Consider a typical club game with 12 top on a board, each pair playing 26 boards. A typical low intermediate player looking to improve is stuck scoring 156 to 168, only occasionally sneaking into the placing, is looking to add 12 to 18 points to their score so that they place regularly. Intermediates a bit better are scoring 168 to 180, regularly placing but rarely winning or even getting second, are likewise looking to improve by 12 to 18 points so that they see themselves with a shot at winning in most games.
However, there are only 26 hands being played, each one worth at most 12 points. On about half of those boards, call it 13, the scores will cluster at 4 and 8 hinging only on 1 trick in the play. Any attempt to "win" these boards in the auction will almost certainly either net a bottom for simply being in the wrong contract; or at best guaranteeing a 4 instead of an 8 by keying the opposition play. To improve your game here simply bid with the field, and improve your play so you are getting 9 or 10 scores of 8 here instead of just 5 or 6.
On another 3 or 4 boards the opponents will, whether through skill or luck, fix you. The hand was theirs to win or lose, instead of yours, and they won. Learn to accept these; and work on trying to keep these to a 3 or 4 instead of a 0 or 1.

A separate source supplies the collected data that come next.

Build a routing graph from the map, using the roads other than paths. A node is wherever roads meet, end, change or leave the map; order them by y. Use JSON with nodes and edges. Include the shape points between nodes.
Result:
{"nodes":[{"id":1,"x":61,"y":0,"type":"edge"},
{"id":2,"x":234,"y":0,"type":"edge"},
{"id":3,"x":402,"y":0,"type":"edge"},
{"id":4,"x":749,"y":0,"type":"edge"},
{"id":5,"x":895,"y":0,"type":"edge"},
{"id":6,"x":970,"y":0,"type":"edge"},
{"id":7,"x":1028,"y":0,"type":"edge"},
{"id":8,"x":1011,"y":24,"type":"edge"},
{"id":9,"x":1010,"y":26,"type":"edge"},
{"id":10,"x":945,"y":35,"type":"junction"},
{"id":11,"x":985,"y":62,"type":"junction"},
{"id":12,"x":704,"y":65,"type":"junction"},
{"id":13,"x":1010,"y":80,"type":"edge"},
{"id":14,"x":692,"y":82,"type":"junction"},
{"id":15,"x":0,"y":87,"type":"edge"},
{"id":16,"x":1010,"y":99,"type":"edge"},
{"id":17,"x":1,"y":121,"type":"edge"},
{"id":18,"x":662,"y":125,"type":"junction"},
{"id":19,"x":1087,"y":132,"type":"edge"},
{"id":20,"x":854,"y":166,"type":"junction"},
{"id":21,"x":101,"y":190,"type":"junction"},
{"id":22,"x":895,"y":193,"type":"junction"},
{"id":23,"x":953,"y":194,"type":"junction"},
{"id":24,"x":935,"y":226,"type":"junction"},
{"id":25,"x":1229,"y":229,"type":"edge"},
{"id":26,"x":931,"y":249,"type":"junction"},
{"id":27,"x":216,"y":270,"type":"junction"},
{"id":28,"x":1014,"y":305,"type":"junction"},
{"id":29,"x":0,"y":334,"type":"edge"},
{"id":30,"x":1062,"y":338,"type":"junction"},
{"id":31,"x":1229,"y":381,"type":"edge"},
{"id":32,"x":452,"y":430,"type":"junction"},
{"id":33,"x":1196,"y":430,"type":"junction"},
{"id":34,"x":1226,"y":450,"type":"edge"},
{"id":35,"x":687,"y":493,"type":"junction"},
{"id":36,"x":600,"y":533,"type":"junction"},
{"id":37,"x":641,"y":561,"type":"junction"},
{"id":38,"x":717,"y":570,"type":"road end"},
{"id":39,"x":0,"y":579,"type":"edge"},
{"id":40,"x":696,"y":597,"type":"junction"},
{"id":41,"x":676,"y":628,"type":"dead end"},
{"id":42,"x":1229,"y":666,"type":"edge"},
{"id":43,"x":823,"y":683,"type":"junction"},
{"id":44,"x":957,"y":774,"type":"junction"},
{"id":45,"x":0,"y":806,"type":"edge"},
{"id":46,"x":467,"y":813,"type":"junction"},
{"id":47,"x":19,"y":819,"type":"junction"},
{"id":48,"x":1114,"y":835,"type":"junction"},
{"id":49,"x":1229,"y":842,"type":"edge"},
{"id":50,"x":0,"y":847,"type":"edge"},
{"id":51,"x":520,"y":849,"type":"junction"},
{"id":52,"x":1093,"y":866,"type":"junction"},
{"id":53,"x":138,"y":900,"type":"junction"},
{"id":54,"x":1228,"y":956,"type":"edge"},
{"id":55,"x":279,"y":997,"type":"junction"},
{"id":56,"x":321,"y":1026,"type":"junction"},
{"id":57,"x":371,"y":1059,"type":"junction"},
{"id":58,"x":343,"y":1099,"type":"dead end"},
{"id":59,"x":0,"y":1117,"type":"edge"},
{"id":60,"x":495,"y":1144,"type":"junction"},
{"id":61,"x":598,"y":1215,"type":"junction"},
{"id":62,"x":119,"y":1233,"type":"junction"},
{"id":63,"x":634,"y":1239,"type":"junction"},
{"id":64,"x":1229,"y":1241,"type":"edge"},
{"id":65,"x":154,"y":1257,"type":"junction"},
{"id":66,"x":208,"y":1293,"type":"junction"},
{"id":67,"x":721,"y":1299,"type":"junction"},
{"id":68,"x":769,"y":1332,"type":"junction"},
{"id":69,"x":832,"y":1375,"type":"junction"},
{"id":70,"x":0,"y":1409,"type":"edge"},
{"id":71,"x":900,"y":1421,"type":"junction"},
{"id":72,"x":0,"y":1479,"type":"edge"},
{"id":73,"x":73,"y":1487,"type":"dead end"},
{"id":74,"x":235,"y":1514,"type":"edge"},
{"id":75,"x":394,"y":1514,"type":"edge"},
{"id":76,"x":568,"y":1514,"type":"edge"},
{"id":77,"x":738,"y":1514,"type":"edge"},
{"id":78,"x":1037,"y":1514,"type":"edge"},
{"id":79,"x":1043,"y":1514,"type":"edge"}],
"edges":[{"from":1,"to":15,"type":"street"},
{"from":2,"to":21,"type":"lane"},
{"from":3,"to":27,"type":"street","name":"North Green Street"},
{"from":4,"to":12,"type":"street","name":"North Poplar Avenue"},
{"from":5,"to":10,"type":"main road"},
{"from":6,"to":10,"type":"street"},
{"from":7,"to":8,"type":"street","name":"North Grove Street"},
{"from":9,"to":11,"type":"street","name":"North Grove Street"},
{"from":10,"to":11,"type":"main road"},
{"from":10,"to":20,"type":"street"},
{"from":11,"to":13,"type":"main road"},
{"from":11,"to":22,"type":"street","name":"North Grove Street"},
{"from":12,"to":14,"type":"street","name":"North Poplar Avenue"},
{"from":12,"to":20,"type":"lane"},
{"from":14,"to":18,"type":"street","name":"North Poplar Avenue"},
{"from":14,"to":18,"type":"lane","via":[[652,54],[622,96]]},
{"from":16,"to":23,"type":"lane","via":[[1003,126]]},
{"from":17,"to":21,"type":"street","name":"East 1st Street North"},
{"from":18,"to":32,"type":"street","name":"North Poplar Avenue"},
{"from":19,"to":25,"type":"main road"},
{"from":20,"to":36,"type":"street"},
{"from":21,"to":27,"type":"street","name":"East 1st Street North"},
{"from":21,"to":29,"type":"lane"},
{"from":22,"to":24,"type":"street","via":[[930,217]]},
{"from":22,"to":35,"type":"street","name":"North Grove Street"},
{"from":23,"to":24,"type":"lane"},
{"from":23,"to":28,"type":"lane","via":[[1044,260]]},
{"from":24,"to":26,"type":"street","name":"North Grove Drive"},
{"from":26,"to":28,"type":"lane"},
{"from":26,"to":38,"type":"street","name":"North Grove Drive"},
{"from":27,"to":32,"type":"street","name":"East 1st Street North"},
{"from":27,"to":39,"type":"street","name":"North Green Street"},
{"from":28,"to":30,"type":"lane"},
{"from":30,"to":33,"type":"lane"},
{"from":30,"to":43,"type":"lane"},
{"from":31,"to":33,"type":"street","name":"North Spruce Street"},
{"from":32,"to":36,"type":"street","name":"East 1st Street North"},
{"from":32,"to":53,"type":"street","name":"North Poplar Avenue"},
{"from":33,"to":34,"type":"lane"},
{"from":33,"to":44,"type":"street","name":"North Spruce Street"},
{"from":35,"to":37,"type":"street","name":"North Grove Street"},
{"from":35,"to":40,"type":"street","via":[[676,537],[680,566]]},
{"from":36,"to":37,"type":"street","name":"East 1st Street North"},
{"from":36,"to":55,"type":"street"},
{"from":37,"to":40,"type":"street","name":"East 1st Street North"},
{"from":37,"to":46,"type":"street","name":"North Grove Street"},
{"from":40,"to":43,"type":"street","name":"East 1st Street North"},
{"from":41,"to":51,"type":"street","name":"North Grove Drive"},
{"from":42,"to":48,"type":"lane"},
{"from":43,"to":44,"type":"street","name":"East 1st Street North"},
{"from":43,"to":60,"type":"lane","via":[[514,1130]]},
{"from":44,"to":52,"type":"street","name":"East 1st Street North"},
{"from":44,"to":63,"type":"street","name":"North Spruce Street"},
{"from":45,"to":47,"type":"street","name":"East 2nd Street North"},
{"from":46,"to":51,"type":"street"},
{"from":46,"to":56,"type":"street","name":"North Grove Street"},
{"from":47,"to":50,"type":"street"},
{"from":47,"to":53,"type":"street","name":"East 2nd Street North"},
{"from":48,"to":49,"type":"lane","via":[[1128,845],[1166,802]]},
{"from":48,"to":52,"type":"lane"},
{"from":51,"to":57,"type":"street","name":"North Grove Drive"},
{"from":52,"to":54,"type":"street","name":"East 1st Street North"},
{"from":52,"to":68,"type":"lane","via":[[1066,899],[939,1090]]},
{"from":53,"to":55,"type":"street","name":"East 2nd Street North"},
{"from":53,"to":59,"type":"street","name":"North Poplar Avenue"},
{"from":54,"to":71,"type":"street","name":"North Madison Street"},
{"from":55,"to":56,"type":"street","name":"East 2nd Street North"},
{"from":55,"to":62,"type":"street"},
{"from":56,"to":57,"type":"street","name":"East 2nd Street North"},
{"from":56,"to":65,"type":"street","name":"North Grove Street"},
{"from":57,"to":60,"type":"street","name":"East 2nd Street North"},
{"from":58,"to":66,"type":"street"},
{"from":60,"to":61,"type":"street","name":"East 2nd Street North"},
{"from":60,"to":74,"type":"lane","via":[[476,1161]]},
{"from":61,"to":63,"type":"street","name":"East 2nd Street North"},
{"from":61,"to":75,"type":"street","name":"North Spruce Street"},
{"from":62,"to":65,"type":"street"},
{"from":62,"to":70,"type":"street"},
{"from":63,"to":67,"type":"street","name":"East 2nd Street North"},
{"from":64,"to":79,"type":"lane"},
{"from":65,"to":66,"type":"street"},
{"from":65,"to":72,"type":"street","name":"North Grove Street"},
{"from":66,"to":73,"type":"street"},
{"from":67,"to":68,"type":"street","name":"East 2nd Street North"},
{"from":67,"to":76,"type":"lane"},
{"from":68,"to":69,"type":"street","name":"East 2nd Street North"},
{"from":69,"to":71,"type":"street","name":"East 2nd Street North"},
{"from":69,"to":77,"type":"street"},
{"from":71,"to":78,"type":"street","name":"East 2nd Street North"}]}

On the remaining third of the boards, 8 or 9, both sides have interesting, and possibly difficult, decisions in both bidding and play. If you've been solid through the 17 boards above, then you clawed back enough on type 1 above to overcome your losses on type 2. You're perhaps a half board above average. To have a shot at winning you need to average 9+ on these boards, for a score of 162 + 9*2 = 189. That won't win often, but it will win on occasion; and if you're scoring this every third or fourth game, then the club's strongest players will start thinking a game with you might be an enjoyable evening.
But to get there, you need to avoid bottoms. There is no recovery from a goose-egg here; because it takes 3 tops to overcome each one. (Specifically because 9*4 = 36 = 12 * 3. This is why Top & Bottom bridge is always losing bridge - there simply aren't enough tops available to overcome a couple of bottoms.) The key is very simple: bid, play, and defend these hands near perfectly. (I.e. with no avoidable errors.) Be skillful. Forget weird bidding heuristics. Evaluate your hand well; listen to the opponents passes as well as their bids; signal consistently on defense and always see and read partner's defensive signals; and avoid all actions which risk a bottom.
If you can do all this, your game will move from the field's average of 156 up into the mid 170's. The occasional 190 or even 200+ game will come your way. Stronger players will ask for a date when you're available for a game, instead of you begging them for one.
This is the opposite of IMP play, where unforced errors in uncontested part score contracts (perhaps 1/4 to 1/3 of the deals) are quickly overcome, in bulk, by a single game swing. Here, one relaxes during the part scores so as to achieve maximum focus during game and slam hands.